O império soviético ruiu há mais de 20 anos juntamente com o Muro de Berlim. Por ora o muro da fatídica street nova-iorquina resiste, mas a crise provocada pelos adoradores do deus mercado não encontra solução, mesmo porque os oligarcas financeiros continuam a ditar as regras do jogo e a impor sua vontade a quem haveria de combatê-la e dobrá-la. Neste exato instante, os efeitos da crise alcançam o Brasil, a despeito de tantos fatores que o mantiveram distante do epicentro do sismo. O globo encolheu, no entanto, e o tempo encurtou. Capitalismo e democracia em xeque, o Ocidente vive uma quadra especialmente brumosa.

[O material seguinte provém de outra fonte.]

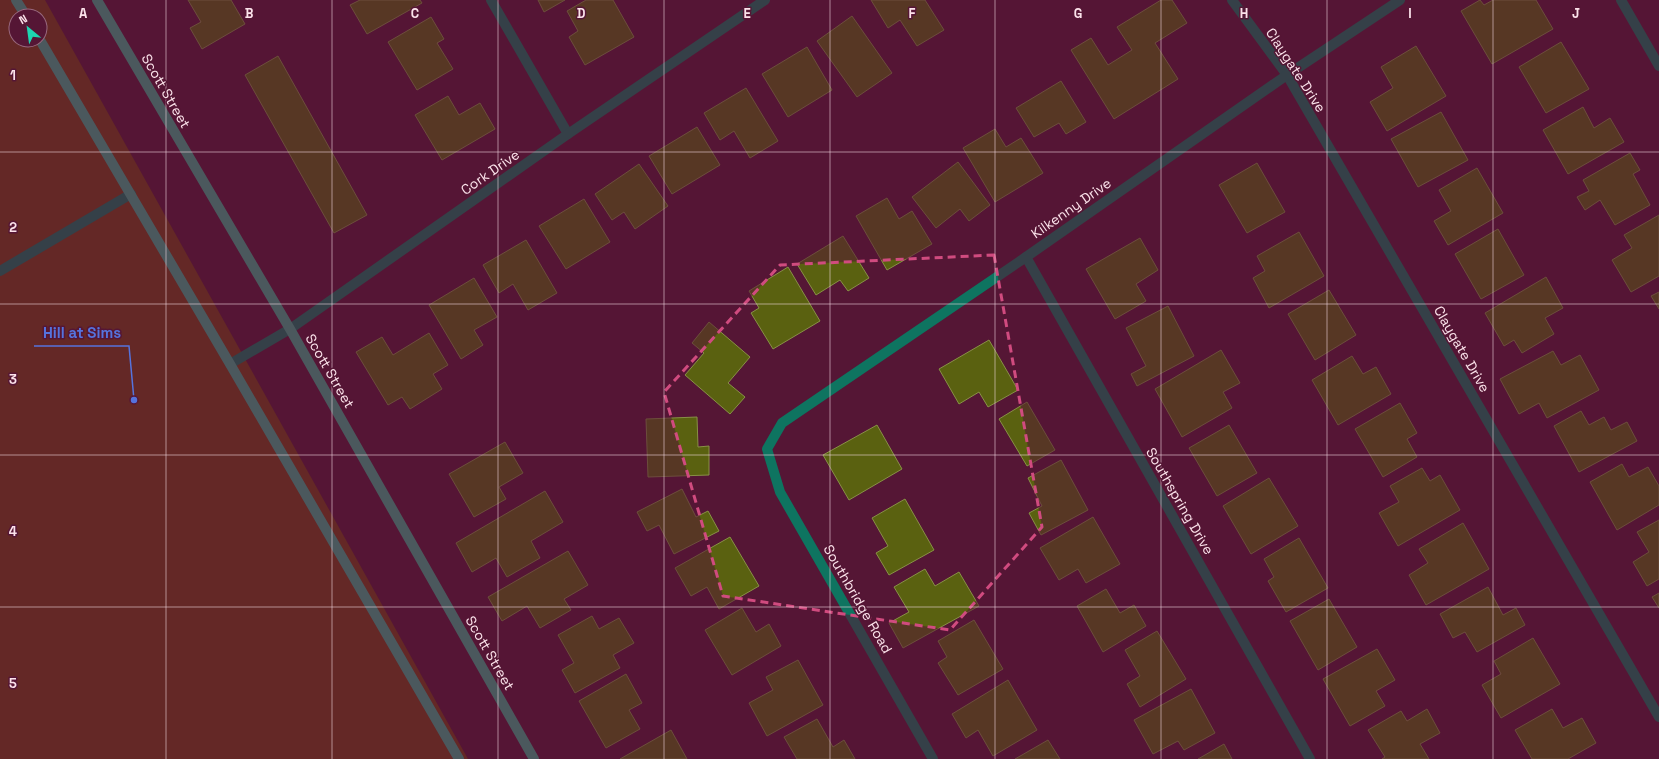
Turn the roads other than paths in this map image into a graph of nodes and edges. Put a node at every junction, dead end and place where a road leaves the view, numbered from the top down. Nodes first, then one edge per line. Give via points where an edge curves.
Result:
1 (97, 0) edge
2 (491, 0) edge
3 (765, 0) edge
4 (1232, 0) edge
5 (1400, 0) edge
6 (1621, 0) edge
7 (45, 48) edge
8 (1659, 66) edge
9 (1287, 75) junction
10 (568, 134) junction
11 (131, 194) junction
12 (1026, 257) junction
13 (0, 271) edge
14 (290, 329) junction
15 (230, 364) junction
16 (767, 449) joint
17 (1659, 718) edge
18 (459, 759) edge
19 (534, 759) edge
20 (933, 759) edge
21 (1310, 759) edge

1 - 14 main road, Scott Street
2 - 10 street
3 - 10 street, Cork Drive
4 - 9 street, Claygate Drive
5 - 9 street, Kilkenny Drive
6 - 8 street
7 - 11 main road
9 - 12 street, Kilkenny Drive
9 - 17 street, Claygate Drive
10 - 14 street, Cork Drive
11 - 13 street
11 - 15 main road
12 - 16 street, Kilkenny Drive via 782,423
12 - 21 street, Southspring Drive
14 - 15 street, Cork Drive
14 - 19 main road, Scott Street
15 - 18 main road
16 - 20 street, Southbridge Road via 780,492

A China cresce, enquanto isso, à sombra do contubérnio da ditadura com o capitalismo e se torna credora das dívidas do mundo, a começar por aquelas do ex-império ocidental. Que diria Tucídides disso tudo? Quais sintomas colheria nas circunstâncias para abalar-se a uma previsão sem arvorar-se a oráculo? Quais exemplos históricos de situações conturbadas apontaria para apoiar seu exercício de mensageiro do futuro? Receio que suas conclusões nos deixariam inquietos, talvez os antigos receios de meu pai estejam a ganhar sentido. Situações tão nebulosas nunca dispensaram desfechos violentos. É verdade, meu tempo passou. Penso nos meus netos. E até nos bisnetos.